Lexington, Virginia • September 10, 2009
Washington and Lee University has been awarded a $200,000 accelerator grant as part of the Alfred P. Sloan Awards for Faculty Career Flexibility.
Announcement of the grant was made today in Washington, D.C., by representatives of the Sloan Foundation and the American Council on Education (ACE).
W&L was one of only eight institutions chosen from among 287 arts and sciences colleges from around the country eligible to compete for the grants, which recognize the winners for their leadership and accomplishments in implementing groundbreaking policies and practices supporting career flexibility for tenured and tenure-track faculty.
Receipt of the grant coincides with an aggressive new program undertaken by W&L under the leadership of President Kenneth P. Ruscio who launched a study in 2006 of key work-life balance issues in relation to expectations for teaching and research at the University. The resulting initiatives, which debuted during the 2008-09 academic year and will continue this year, will provide more options for child care, offer technological alternatives to compensate for necessary time away from campus, and create a culture of acceptance for flexible career trajectories that are different from the more rigid timetables for tenure and promotion of the past.
"We are delighted that the Sloan Foundation and ACE have recognized our work in this area by awarding us this grant," Ruscio said. "The grant will be critically important as we continue to take steps on this important initiative, which we believe has great potential for progressive development of W&L's own faculty, and may also result in a national model of best practices for support of a wonderfully diverse and highly accomplished faculty in the baccalaureate environment."
Washington and Lee will use the funds provided by the accelerator grant to provide increased flexibility and support for personal time management that enables faculty members to generate the unstructured blocks of time they need for reflection and creative work.

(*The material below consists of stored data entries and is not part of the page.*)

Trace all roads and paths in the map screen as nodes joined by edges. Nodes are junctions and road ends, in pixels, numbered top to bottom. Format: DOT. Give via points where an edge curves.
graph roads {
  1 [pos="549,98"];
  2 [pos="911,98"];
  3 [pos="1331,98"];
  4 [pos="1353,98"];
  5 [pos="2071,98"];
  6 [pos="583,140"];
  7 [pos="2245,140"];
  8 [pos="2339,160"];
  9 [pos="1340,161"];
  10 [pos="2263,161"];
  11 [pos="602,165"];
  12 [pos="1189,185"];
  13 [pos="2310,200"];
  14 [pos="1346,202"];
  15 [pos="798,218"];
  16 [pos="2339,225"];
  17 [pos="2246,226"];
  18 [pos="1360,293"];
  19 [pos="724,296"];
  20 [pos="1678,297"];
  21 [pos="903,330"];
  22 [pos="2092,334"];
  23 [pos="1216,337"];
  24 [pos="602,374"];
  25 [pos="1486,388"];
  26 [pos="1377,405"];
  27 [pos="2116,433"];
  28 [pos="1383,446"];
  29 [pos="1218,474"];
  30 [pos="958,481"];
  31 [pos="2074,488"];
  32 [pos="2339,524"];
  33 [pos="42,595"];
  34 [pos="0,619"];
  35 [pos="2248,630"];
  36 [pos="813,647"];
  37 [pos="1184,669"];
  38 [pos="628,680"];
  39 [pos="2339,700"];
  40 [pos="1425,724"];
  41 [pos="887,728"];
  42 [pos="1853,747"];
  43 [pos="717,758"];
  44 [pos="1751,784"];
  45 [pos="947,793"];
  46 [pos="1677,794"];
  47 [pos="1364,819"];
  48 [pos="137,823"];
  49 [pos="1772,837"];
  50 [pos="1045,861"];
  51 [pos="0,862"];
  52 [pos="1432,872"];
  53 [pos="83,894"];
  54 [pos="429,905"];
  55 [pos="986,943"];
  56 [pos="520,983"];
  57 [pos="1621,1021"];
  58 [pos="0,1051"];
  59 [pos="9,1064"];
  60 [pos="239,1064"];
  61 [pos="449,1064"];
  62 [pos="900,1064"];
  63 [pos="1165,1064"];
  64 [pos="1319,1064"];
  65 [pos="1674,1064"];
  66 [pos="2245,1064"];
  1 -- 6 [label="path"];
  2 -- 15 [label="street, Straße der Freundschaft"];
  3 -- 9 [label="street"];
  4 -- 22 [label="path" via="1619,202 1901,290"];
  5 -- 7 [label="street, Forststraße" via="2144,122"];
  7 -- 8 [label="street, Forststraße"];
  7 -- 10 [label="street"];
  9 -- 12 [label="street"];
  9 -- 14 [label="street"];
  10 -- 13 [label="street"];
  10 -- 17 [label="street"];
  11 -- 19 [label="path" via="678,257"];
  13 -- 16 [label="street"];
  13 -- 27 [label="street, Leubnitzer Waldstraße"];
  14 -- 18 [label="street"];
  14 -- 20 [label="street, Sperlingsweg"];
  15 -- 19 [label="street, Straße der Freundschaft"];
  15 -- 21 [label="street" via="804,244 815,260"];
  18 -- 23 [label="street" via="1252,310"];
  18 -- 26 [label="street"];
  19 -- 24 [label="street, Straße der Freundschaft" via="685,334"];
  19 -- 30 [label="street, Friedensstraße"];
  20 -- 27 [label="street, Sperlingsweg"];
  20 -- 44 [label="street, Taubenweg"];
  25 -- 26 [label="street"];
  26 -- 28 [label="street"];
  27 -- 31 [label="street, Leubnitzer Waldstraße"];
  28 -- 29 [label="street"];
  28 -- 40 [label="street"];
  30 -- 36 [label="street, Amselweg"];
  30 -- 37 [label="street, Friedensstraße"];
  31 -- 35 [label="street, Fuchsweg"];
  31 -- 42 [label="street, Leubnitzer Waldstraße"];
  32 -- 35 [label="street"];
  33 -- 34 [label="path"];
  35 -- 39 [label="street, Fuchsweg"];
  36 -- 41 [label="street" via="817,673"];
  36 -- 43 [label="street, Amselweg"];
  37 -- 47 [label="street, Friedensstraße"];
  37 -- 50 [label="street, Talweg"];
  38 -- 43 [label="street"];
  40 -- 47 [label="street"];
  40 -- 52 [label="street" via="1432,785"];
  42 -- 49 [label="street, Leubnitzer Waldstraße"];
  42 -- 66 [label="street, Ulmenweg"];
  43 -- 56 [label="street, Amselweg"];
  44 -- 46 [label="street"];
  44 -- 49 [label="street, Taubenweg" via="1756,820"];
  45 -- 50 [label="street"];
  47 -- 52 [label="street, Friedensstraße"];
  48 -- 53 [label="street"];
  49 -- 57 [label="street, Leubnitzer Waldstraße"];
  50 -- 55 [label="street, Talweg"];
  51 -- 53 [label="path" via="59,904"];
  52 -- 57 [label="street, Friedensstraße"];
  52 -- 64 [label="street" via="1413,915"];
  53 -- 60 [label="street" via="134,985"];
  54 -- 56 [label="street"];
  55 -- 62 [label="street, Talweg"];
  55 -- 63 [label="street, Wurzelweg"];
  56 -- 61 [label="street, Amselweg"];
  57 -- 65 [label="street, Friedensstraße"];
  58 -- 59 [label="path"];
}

In addition, the grant will enable the University to provide the kinds of peer support and institutional assistance that will allow the faculty to use this new-found time most productively for professional development, while still meeting the demands of their personal lives.
"Campuses across the country are grappling with the economic downturn and making difficult decisions about how best to deploy their resources," said ACE President Molly Corbett Broad. "The dedication these eight campuses have shown to advancing faculty career flexibility options in light of these economic conditions is admirable. These efforts send a clear message to faculty that their institution is committed to attracting and serving the needs of an increasingly diverse faculty."
"Since the inception of the awards program, we have seen remarkable changes on campuses with much greater awareness of the need for career flexibility, as well as significant advances in practice," said Kathleen Christensen, program director for Workplace, Work Force and Working Families at The Alfred P. Sloan Foundation.
Applicants were evaluated in a two-part process. During the first round, tenured and tenure-track faculty completed an institutional survey about career flexibility. The second round included a faculty survey and an institution-wide accelerator plan for the development and use of career flexibility programs among faculty. Among the issues considered were faculty recruitment and retention; strengthening faculty commitment, engagement, and morale; achieving institutional excellence; and maintaining academic competitiveness in a global market. In all, 60 colleges participated in the first round survey and 30 advanced to the second round of competition.
In addition to Washington and Lee, winners of the $200,000 Sloan Grants for 2009 are Albright College, Bowdoin College, Middlebury College, Mt. Holyoke College, and Oberlin College. Two other institutions - Dickinson College and Smith College - won $25,000 awards.
"These baccalaureate institutions are at the forefront of providing career flexibility to their faculty," said Claire Van Ummersen, ACE vice president, Center for Effective Leadership. "These awards will assist in the full development and implementation of critical management policies that are part of a growing national trend and will assist in the recruitment and retention of valued faculty."
Founded in 1918, ACE is the major coordinating body for all the nation's higher education institutions, representing more than 1,600 college and university presidents, and more than 200 related associations, nationwide. The Alfred P. Sloan Foundation makes grants in science, technology and the quality of American life. It has played a vital role in developing the field of work-family scholarship through its Workplace, Work Force and Working Families program.